Items from a data source:

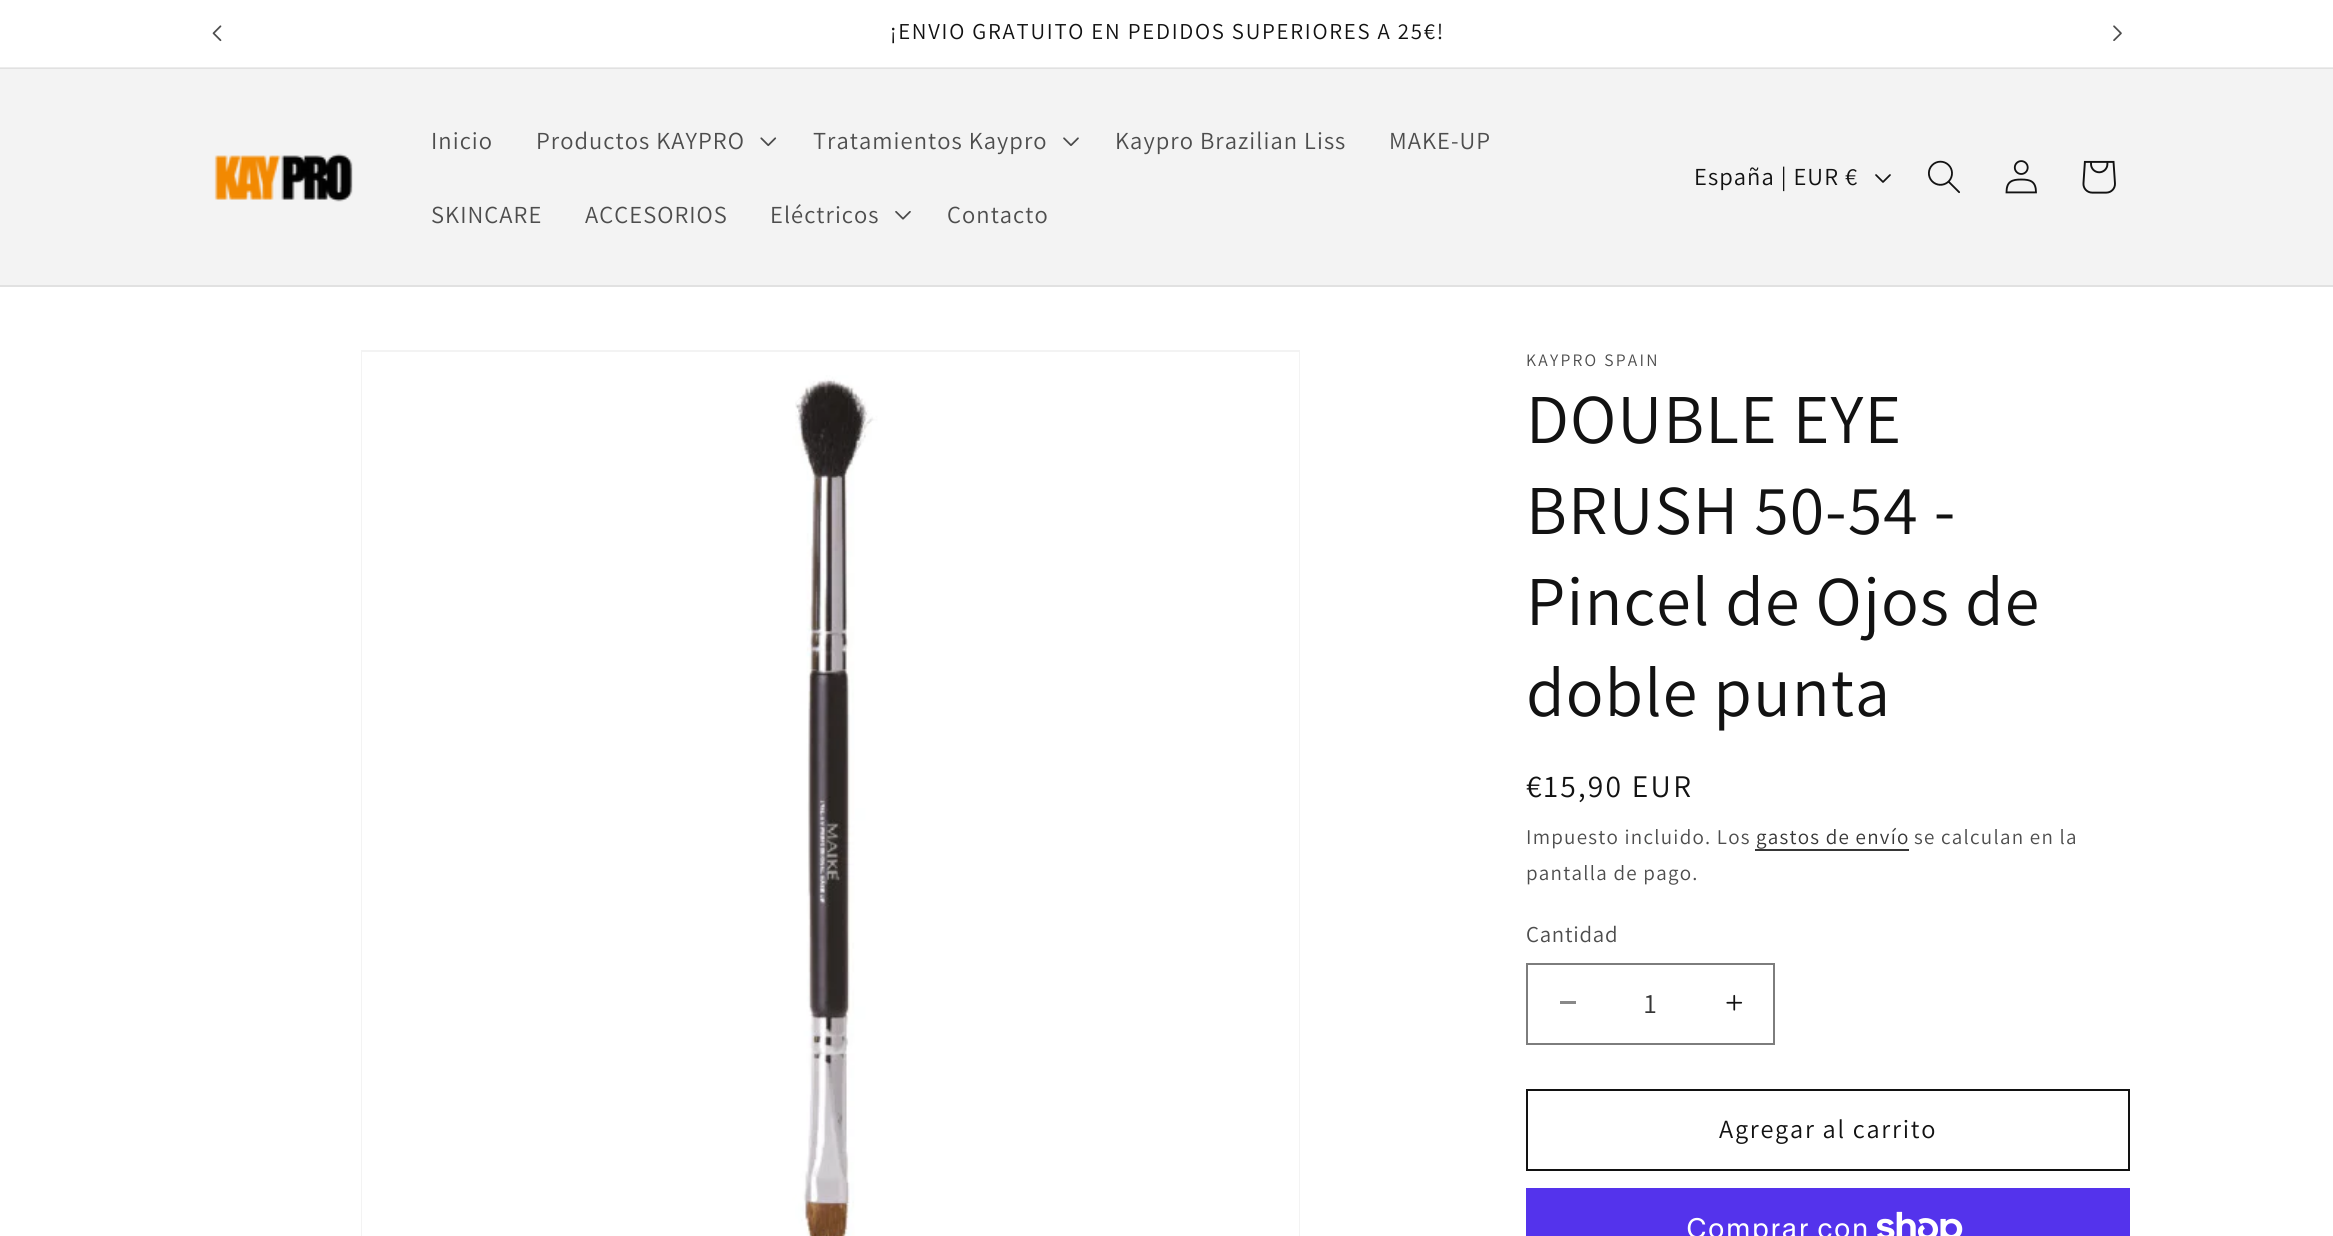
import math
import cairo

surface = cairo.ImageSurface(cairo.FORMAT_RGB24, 2333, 1236)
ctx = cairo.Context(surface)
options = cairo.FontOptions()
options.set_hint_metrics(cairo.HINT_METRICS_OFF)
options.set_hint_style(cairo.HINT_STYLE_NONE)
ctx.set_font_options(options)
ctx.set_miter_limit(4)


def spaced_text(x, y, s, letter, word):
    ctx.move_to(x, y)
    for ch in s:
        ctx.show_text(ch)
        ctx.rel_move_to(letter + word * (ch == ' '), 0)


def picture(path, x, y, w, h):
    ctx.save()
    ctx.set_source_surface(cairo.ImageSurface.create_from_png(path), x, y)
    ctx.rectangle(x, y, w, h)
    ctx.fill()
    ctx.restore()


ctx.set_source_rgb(1, 1, 1)
ctx.paint()
ctx.set_source_rgb(0.925, 0.925, 0.925)
ctx.rectangle(0, 67, 2333, 1)
ctx.fill()
picture("img1.png", 212, 25, 10, 17)
ctx.select_font_face("Assistant")
ctx.set_font_size(22.75)
ctx.set_source_rgb(0.071, 0.071, 0.071)
spaced_text(890, 39, "¡ENVIO GRATUITO EN PEDIDOS SUPERIORES A 25€!", 1.75, 0)
picture("img2.png", 2113, 25, 9, 16)
ctx.set_source_rgb(0.953, 0.953, 0.953)
ctx.rectangle(0, 69, 2333, 216)
ctx.fill()
ctx.set_source_rgb(0.882, 0.882, 0.882)
ctx.rectangle(0, 68, 2333, 1)
ctx.fill()
ctx.rectangle(0, 285, 2333, 2)
ctx.fill()
picture("img3.png", 214, 153, 139, 49)
ctx.set_font_size(24.5)
ctx.set_source_rgb(0.302, 0.302, 0.302)
spaced_text(431, 149, "Inicio", 1.05, 0)
spaced_text(536, 149, "Productos KAYPRO", 1.05, 0)
picture("img4.png", 760, 137, 17, 10)
spaced_text(813, 149, "Tratamientos Kaypro", 1.05, 0)
picture("img5.png", 1063, 137, 16, 9)
spaced_text(1115, 149, "Kaypro Brazilian Liss", 1.05, 0)
spaced_text(1389, 149, "MAKE-UP", 1.05, 0)
spaced_text(431, 223, "SKINCARE", 1.05, 0)
spaced_text(585, 223, "ACCESORIOS", 1.05, 0)
spaced_text(770, 223, "Eléctricos", 1.05, 0)
picture("img6.png", 895, 211, 16, 9)
spaced_text(947, 223, "Contacto", 1.05, 0)
ctx.set_source_rgb(0.071, 0.071, 0.071)
spaced_text(1694, 185, "España | EUR €", 1.05, 0)
picture("img7.png", 1875, 174, 16, 9)
picture("img8.png", 1928, 160, 32, 34)
picture("img9.png", 2005, 160, 32, 34)
picture("img10.png", 2082, 160, 34, 34)
ctx.rectangle(362, 351, 937, 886)
ctx.set_source_rgb(0.953, 0.953, 0.953)
ctx.stroke()
picture("img11.png", 362, 352, 937, 884)
ctx.set_font_size(17.5)
ctx.set_source_rgb(0.302, 0.302, 0.302)
spaced_text(1526, 366, "KAYPRO SPAIN", 2.25, 0)
ctx.set_font_size(70)
ctx.set_source_rgb(0.071, 0.071, 0.071)
spaced_text(1526, 443, "DOUBLE EYE", 1.05, 0)
spaced_text(1526, 534, "BRUSH 50-54 -", 1.05, 0)
spaced_text(1526, 625, "Pincel de Ojos de", 1.05, 0)
spaced_text(1526, 716, "doble punta", 1.05, 0)
ctx.set_font_size(31.5)
spaced_text(1526, 797, "€15,90 EUR", 2.25, 0)
ctx.set_font_size(21)
ctx.set_source_rgb(0.302, 0.302, 0.302)
spaced_text(1526, 844, "Impuesto incluido. Los", 1.25, 0)
ctx.set_source_rgb(0.212, 0.212, 0.212)
spaced_text(1756, 844, "gastos de envío", 1.25, 0)
ctx.rectangle(1755, 849, 154, 2)
ctx.fill()
ctx.set_source_rgb(0.302, 0.302, 0.302)
spaced_text(1914, 844, "se calculan en la", 1.25, 0)
spaced_text(1526, 880, "pantalla de pago.", 1.25, 0)
ctx.set_font_size(22.75)
spaced_text(1526, 942, "Cantidad", 0.75, 0)
ctx.set_source_rgb(0.537, 0.537, 0.537)
ctx.rectangle(1560, 1001, 16, 3)
ctx.fill()
picture("img12.png", 1726, 994, 17, 17)
ctx.rectangle(1527, 964, 247, 80)
ctx.set_source_rgb(0.49, 0.49, 0.49)
ctx.stroke()
ctx.set_font_size(28)
ctx.set_source_rgb(0.212, 0.212, 0.212)
ctx.move_to(1644, 1013)
ctx.show_text("1")
ctx.rectangle(1527, 1090, 602, 80)
ctx.set_source_rgb(0.071, 0.071, 0.071)
ctx.stroke()
ctx.set_font_size(26.25)
spaced_text(1719, 1138, "Agregar al carrito", 1.75, 0)
ctx.set_source_rgb(0.329, 0.2, 0.922)
ctx.rectangle(1526, 1188, 604, 48)
ctx.fill()
ctx.select_font_face("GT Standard")
ctx.set_font_size(28)
ctx.set_source_rgb(1, 1, 1)
spaced_text(1686, 1238, "Comprar con", 1.05, 0)
picture("img13.png", 1877, 1211, 86, 25)
surface.write_to_png("page.png")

> [Work to complete]: Could you please give the number of lines in the data above that contain the word "options"? Only the number is needed.

> [Task output]: 4